As we approach the woods I hear the scattering of squirrels and rabbits. My little black 4.5 lb chihuahua, Coco, blazes ahead of our parade in demonstrable bravery and with a mission to protect. I follow, the turkey follows me, the bantee rooster and then the hen follows her, Rick meanders behind, and finally the caboose, our dog Carrie, brings up the rear. Carrie is 15 this year and while at one time she would have enjoyed those bantees like a kid with chicken nuggets, she has retired her hunting badge and thus resigned herself to trophy bird-watcher. The whole scene seems directly plucked from a children’s story.

Arriving at the edge of the woods, I realize the blackberries are a bit odd this year, not quite as big as other years where their plump and juicy berries will guarantee steep competition with wild birds. This year are a bit dry, hard, and even bitter. I take a few in my mouth and pucker my lips in a sour face. “These aren’t the best, but enjoy,” bending over the edge of the woods  I toss some over my shoulder and peek back as my comrades lunge forward like children scatting for candy at the county parade. 

After awhile I stretch and turn, “Alright, Turkey Babies, it’s time.” Slowly, I work my way in the general direction of the chicken coop. No one follows at first, but when Rick takes a few steps forward the turkey suddenly panics, bringing her head straight up and turning it in severe angles to utilize her side vision to find me. I make some turkey talk to help her find me, and she takes off running towards me with her head and neck swinging wildly to balance her like some sort of primitive ‘osaurus. Within seconds the chickens make their own dash across the yard to regain status in the procession. We make our way back up the hill to the gate of the pen where I lift a crutch to guide them gently inside and I leave them with more turkey talk which clearly communicates promises of future walks.

Rick shakes his head in disbelief at this scene, plucked almost directly out of a cartoon. “You know, taking the turkey for a walk isn’t the best thing for producing tender meat,” he explains. I listen to him, but my minds drifts back to another turkey story from the past…

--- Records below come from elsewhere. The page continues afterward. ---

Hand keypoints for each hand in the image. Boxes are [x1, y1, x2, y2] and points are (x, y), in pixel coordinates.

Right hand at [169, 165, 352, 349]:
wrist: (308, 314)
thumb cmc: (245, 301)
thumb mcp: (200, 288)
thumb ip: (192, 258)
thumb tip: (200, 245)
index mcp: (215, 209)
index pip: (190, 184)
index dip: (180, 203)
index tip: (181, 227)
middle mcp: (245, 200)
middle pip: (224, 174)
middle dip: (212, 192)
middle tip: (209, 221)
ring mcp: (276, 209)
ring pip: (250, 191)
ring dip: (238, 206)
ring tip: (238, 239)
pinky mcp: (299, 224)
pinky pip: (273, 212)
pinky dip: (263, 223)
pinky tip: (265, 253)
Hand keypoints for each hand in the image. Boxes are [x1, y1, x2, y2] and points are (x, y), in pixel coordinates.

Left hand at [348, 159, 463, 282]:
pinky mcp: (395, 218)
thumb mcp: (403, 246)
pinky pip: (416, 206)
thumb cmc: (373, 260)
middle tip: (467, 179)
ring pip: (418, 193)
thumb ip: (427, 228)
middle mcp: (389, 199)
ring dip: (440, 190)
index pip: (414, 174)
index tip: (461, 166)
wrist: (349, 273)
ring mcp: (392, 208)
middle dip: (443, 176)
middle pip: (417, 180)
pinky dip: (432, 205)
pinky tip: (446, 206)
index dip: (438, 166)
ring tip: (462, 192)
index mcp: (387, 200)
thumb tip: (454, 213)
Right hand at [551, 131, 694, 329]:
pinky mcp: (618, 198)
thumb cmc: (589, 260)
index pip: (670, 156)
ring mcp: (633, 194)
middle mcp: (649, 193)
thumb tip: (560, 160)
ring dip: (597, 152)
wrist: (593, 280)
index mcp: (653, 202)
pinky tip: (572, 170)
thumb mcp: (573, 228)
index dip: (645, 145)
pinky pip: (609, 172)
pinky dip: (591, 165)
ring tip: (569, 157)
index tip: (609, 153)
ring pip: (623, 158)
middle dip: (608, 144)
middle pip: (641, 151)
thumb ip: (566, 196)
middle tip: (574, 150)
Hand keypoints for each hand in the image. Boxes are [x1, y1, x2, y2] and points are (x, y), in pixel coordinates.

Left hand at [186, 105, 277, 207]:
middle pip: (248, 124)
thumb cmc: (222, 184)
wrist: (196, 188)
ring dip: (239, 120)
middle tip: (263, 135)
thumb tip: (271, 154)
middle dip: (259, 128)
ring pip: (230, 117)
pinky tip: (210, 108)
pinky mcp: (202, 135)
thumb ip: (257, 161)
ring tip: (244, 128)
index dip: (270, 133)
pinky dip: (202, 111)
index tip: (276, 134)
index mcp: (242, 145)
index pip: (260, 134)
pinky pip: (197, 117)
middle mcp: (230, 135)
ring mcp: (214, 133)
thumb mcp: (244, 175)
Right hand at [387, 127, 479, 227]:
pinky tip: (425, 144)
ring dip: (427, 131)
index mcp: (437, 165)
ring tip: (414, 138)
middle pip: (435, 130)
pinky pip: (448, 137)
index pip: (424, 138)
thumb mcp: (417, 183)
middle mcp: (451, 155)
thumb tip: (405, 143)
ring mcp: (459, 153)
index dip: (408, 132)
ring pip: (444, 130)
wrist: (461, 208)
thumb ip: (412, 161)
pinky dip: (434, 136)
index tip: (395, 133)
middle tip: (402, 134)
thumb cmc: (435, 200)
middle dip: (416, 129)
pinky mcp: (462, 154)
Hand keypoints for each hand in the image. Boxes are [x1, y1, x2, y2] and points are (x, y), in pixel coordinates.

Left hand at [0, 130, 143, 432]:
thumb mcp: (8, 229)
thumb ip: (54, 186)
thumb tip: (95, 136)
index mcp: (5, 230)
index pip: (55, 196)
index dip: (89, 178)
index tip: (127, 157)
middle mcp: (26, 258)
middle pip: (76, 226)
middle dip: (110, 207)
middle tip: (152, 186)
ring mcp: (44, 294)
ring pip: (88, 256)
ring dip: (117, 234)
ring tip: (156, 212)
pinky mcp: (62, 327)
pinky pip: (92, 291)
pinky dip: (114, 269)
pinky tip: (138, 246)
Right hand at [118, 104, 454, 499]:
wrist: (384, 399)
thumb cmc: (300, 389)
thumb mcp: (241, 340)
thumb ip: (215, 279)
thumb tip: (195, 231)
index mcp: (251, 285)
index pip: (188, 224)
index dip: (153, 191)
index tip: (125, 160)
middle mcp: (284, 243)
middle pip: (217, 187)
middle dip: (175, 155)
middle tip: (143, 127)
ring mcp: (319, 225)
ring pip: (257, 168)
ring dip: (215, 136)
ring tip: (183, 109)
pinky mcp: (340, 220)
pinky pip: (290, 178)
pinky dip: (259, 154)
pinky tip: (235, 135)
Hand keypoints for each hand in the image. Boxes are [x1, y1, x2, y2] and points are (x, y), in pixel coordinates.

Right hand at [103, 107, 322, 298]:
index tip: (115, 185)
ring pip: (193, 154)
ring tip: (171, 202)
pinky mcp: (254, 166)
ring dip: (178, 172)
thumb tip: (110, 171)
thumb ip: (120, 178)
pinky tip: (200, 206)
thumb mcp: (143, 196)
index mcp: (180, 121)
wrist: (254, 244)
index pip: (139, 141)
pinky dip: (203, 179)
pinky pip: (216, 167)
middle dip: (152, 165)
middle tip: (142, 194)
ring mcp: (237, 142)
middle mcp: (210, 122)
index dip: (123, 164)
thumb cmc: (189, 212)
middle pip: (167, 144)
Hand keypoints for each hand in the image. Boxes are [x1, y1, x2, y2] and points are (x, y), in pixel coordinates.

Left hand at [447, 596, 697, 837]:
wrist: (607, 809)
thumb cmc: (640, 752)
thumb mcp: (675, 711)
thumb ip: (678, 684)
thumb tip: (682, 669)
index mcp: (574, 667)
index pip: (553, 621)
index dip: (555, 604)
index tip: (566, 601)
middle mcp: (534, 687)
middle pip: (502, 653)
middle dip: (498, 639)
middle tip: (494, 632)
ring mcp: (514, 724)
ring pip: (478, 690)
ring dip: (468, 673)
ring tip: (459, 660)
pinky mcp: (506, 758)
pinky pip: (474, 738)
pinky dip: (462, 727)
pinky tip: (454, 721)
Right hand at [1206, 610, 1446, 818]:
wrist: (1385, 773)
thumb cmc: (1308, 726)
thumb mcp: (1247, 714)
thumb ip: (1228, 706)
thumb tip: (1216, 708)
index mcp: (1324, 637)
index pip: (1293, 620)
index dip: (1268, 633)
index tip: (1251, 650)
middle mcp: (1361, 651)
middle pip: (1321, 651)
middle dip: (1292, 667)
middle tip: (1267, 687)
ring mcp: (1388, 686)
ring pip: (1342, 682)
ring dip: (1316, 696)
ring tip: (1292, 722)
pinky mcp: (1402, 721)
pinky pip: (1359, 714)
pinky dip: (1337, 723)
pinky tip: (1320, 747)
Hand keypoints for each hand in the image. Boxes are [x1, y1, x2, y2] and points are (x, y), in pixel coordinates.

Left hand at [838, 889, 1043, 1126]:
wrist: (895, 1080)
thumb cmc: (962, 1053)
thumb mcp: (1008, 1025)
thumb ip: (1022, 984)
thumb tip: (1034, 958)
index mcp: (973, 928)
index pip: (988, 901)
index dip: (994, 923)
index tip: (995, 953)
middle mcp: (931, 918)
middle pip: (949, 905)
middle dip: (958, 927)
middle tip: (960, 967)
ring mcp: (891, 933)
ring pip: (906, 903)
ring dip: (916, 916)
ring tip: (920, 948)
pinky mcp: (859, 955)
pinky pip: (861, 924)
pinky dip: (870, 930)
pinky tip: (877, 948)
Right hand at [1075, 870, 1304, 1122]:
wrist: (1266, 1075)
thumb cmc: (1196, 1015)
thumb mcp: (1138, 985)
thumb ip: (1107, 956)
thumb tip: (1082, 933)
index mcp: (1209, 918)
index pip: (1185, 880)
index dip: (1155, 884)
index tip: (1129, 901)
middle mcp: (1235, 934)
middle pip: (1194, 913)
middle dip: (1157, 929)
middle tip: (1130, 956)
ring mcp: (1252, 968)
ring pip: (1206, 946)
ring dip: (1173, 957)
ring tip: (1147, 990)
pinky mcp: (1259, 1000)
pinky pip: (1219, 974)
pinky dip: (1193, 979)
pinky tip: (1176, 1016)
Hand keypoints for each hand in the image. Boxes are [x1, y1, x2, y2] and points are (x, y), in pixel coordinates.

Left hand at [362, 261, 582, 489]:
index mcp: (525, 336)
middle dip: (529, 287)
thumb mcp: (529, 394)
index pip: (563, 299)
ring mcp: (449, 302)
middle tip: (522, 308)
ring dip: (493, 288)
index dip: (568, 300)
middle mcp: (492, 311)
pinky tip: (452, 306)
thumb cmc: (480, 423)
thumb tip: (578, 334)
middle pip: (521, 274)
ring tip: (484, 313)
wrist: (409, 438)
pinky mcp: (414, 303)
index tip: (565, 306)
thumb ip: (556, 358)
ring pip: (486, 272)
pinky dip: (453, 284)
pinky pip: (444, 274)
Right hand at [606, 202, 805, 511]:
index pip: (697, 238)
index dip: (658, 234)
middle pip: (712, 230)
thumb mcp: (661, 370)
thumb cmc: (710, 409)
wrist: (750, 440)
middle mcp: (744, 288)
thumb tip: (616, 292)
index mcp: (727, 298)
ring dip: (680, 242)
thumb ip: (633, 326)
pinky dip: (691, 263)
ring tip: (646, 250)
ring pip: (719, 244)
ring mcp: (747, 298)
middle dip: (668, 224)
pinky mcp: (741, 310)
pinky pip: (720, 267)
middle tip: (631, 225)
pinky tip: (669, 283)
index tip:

My dad was always keen on making sure that us four girls experienced the fullness of life in the country, life on a farm, and life full of adventure. He brought a turkey home one summer afternoon, and put it in the smaller horse barn christening it, The Turkey Pen until Thanksgiving. He gave us some food, “Take care of her, feed and water her, and we’ll have a good Thanksgiving dinner. Just like colonial times.” It sounded so fun!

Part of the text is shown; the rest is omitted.